WHAT IS BEING ASKED -
Every line below that contains the word "nodes" must be copied.

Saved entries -
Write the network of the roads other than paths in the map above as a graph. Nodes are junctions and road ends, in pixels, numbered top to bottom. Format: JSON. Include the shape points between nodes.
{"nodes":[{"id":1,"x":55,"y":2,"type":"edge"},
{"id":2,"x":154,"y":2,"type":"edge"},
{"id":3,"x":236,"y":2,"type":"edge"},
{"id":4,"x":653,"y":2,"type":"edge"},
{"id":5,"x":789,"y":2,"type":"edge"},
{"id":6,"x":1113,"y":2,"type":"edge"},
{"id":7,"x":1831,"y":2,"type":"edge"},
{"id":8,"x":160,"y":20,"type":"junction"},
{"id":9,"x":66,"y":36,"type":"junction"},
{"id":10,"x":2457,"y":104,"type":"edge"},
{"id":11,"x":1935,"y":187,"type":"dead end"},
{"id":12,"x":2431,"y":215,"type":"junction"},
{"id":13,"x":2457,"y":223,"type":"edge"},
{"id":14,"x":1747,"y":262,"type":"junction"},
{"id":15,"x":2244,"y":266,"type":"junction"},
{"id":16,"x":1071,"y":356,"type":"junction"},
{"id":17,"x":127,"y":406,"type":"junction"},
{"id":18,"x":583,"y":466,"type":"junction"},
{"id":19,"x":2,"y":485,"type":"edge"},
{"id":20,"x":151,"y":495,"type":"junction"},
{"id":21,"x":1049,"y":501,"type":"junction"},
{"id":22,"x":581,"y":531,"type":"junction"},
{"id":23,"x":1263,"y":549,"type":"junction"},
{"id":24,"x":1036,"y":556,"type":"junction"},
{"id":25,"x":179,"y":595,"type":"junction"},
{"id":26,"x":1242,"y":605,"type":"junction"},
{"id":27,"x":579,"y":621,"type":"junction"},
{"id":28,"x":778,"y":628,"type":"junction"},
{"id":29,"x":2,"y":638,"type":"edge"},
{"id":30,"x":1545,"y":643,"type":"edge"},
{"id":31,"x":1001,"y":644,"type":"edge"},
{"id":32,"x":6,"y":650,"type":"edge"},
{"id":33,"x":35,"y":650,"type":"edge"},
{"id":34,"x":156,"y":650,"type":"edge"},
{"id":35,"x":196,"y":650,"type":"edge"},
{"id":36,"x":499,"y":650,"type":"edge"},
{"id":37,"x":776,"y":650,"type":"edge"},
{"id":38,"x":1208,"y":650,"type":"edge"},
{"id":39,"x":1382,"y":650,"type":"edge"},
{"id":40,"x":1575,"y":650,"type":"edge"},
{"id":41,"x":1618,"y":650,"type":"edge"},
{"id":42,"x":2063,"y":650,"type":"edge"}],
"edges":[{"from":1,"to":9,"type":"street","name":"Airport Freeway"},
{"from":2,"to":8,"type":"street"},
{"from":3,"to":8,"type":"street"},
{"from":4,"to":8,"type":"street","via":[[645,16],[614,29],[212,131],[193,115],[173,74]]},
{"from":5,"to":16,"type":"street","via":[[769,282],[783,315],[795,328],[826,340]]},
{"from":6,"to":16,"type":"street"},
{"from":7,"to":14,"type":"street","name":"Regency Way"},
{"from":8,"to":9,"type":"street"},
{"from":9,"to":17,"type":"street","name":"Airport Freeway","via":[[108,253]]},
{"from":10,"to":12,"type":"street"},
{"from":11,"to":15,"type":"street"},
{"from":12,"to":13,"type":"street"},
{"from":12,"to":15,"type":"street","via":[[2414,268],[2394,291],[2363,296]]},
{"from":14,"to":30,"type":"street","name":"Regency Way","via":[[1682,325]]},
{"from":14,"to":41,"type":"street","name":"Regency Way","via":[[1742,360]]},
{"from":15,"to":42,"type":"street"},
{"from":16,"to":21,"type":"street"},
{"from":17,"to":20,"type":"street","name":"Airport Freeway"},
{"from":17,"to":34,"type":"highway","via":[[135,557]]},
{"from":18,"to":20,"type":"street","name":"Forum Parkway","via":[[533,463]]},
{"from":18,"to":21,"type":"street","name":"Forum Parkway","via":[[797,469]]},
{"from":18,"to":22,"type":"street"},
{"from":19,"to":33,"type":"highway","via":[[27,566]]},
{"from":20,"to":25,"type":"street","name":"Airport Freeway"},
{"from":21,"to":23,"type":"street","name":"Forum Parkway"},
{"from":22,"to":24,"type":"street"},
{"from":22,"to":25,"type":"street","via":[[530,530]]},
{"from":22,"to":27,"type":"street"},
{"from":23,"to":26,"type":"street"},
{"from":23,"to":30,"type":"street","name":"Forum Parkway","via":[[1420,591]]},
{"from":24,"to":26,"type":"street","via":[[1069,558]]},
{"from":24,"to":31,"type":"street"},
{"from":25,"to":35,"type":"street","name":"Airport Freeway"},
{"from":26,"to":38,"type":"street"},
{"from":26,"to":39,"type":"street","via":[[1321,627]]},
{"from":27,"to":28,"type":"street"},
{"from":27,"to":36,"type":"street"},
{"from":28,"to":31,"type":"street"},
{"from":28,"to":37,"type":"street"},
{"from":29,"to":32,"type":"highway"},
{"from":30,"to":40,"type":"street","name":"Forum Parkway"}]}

RESPONSE BELOW -
Write the network of the roads other than paths in the map above as a graph. Nodes are junctions and road ends, in pixels, numbered top to bottom. Format: JSON. Include the shape points between nodes.
{"nodes":[{"id":1,"x":55,"y":2,"type":"edge"},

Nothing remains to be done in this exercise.